[Stored data]

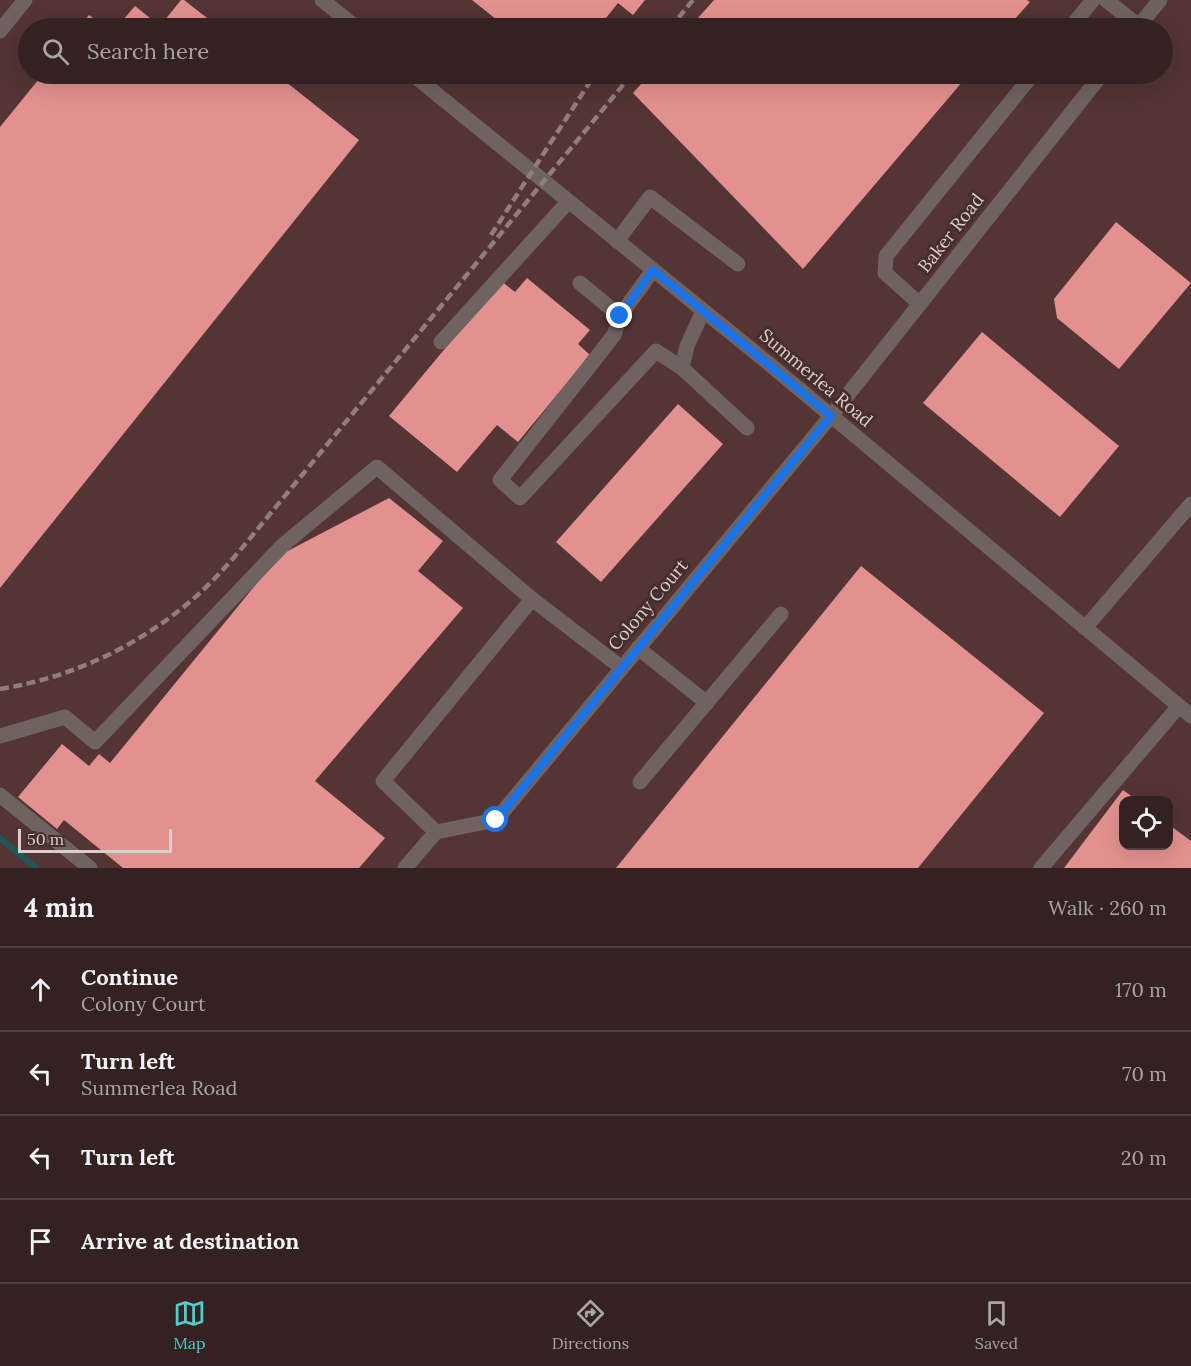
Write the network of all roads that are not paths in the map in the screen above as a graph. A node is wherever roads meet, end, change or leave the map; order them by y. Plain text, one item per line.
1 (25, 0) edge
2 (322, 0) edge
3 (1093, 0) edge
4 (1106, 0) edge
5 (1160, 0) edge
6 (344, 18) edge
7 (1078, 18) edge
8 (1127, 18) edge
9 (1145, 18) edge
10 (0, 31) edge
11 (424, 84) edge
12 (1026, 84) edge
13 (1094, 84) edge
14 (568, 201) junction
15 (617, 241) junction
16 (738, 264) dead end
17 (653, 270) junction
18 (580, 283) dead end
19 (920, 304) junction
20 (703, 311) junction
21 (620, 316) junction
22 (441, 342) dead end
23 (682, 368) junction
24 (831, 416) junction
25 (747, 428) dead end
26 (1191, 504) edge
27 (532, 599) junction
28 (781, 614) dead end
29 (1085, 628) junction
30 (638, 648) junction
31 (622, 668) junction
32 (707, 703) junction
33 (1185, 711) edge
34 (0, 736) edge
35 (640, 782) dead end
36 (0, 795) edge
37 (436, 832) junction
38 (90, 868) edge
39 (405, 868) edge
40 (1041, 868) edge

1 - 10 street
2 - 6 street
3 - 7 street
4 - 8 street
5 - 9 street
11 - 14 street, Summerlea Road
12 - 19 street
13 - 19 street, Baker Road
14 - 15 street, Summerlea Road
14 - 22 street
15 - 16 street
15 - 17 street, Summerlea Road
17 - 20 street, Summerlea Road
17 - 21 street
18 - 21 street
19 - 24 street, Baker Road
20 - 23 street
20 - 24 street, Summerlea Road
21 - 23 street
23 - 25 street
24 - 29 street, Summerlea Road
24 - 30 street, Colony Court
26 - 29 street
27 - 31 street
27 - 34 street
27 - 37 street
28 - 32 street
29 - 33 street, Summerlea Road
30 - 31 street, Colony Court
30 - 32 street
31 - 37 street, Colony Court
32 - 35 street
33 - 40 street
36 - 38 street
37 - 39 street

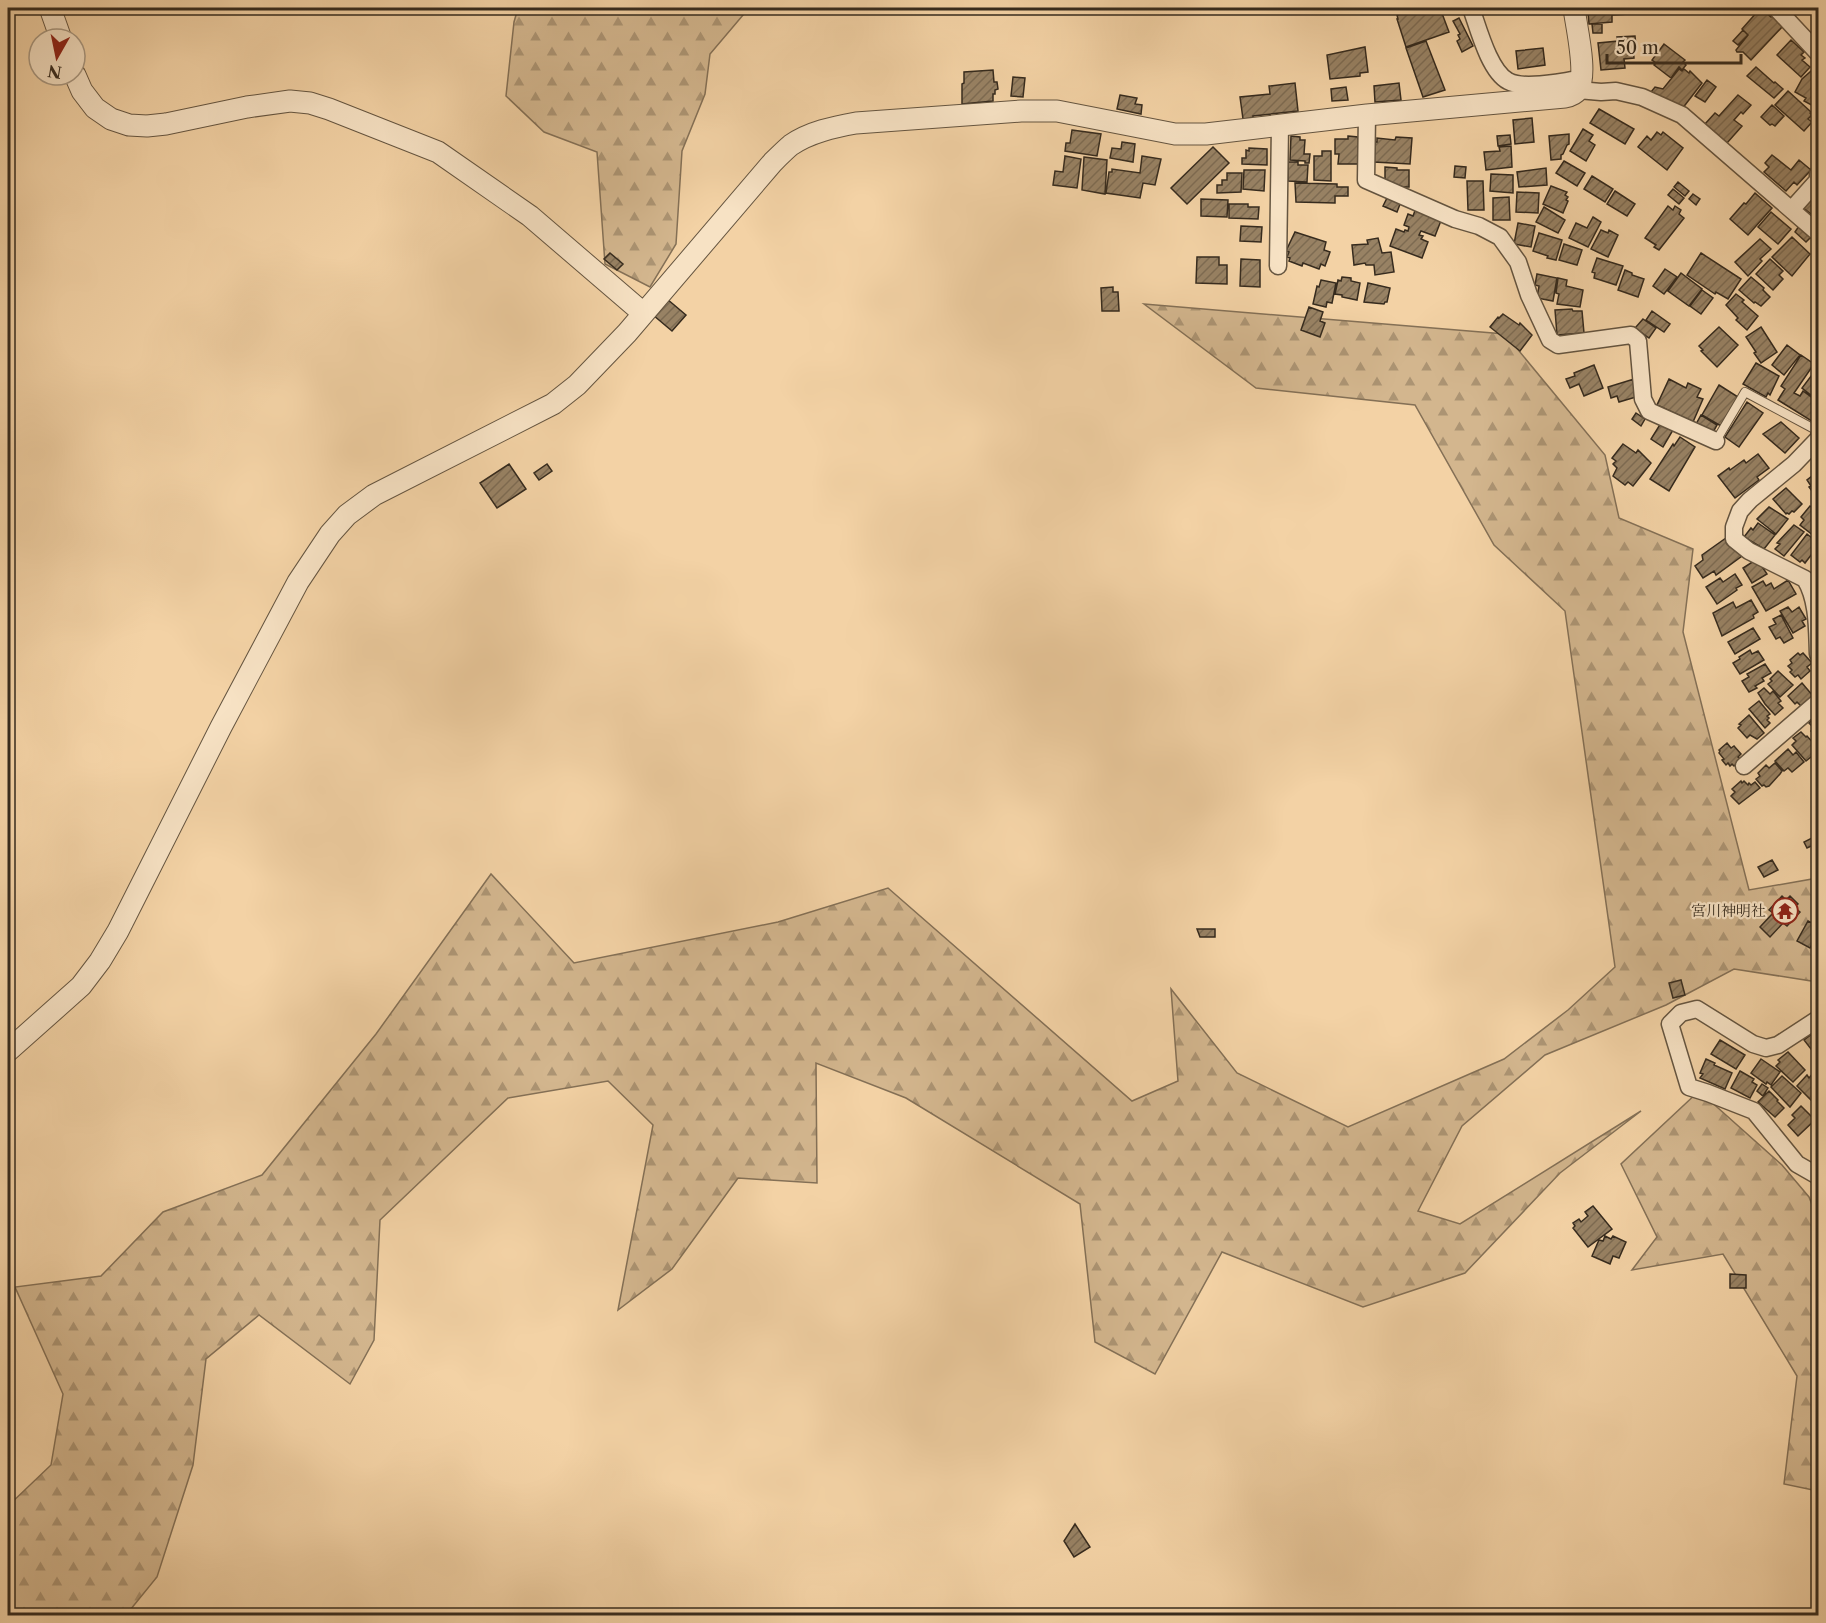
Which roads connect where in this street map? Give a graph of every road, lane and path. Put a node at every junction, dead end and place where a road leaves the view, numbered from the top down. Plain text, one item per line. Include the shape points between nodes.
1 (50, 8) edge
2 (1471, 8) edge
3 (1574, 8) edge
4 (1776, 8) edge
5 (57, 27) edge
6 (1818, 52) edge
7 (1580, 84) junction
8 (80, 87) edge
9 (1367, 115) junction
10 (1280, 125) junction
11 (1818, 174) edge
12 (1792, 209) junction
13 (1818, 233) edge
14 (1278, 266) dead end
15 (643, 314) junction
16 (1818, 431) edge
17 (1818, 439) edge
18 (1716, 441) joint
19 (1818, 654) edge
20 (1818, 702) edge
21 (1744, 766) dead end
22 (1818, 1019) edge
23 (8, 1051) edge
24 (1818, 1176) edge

DESCRIPTION OF THE TASK: Give an exact copy of the entries, excluding all pictures.

EXERCISE OUTPUT:
Write the network of all roads that are not paths in the map in the screen above as a graph. A node is wherever roads meet, end, change or leave the map; order them by y. Plain text, one item per line.
1 (25, 0) edge
2 (322, 0) edge
3 (1093, 0) edge
4 (1106, 0) edge
5 (1160, 0) edge
6 (344, 18) edge
7 (1078, 18) edge
8 (1127, 18) edge
9 (1145, 18) edge
10 (0, 31) edge
11 (424, 84) edge
12 (1026, 84) edge
13 (1094, 84) edge
14 (568, 201) junction
15 (617, 241) junction
16 (738, 264) dead end
17 (653, 270) junction
18 (580, 283) dead end
19 (920, 304) junction
20 (703, 311) junction
21 (620, 316) junction
22 (441, 342) dead end
23 (682, 368) junction
24 (831, 416) junction
25 (747, 428) dead end
26 (1191, 504) edge
27 (532, 599) junction
28 (781, 614) dead end
29 (1085, 628) junction
30 (638, 648) junction
31 (622, 668) junction
32 (707, 703) junction
33 (1185, 711) edge
34 (0, 736) edge
35 (640, 782) dead end
36 (0, 795) edge
37 (436, 832) junction
38 (90, 868) edge
39 (405, 868) edge
40 (1041, 868) edge

1 - 10 street
2 - 6 street
3 - 7 street
4 - 8 street
5 - 9 street
11 - 14 street, Summerlea Road
12 - 19 street
13 - 19 street, Baker Road
14 - 15 street, Summerlea Road
14 - 22 street
15 - 16 street
15 - 17 street, Summerlea Road
17 - 20 street, Summerlea Road
17 - 21 street
18 - 21 street
19 - 24 street, Baker Road
20 - 23 street
20 - 24 street, Summerlea Road
21 - 23 street
23 - 25 street
24 - 29 street, Summerlea Road
24 - 30 street, Colony Court
26 - 29 street
27 - 31 street
27 - 34 street
27 - 37 street
28 - 32 street
29 - 33 street, Summerlea Road
30 - 31 street, Colony Court
30 - 32 street
31 - 37 street, Colony Court
32 - 35 street
33 - 40 street
36 - 38 street
37 - 39 street

Which roads connect where in this street map? Give a graph of every road, lane and path. Put a node at every junction, dead end and place where a road leaves the view, numbered from the top down. Plain text, one item per line. Include the shape points between nodes.
1 (50, 8) edge
2 (1471, 8) edge
3 (1574, 8) edge
4 (1776, 8) edge
5 (57, 27) edge
6 (1818, 52) edge
7 (1580, 84) junction
8 (80, 87) edge
9 (1367, 115) junction
10 (1280, 125) junction
11 (1818, 174) edge
12 (1792, 209) junction
13 (1818, 233) edge
14 (1278, 266) dead end
15 (643, 314) junction
16 (1818, 431) edge
17 (1818, 439) edge
18 (1716, 441) joint
19 (1818, 654) edge
20 (1818, 702) edge
21 (1744, 766) dead end
22 (1818, 1019) edge
23 (8, 1051) edge
24 (1818, 1176) edge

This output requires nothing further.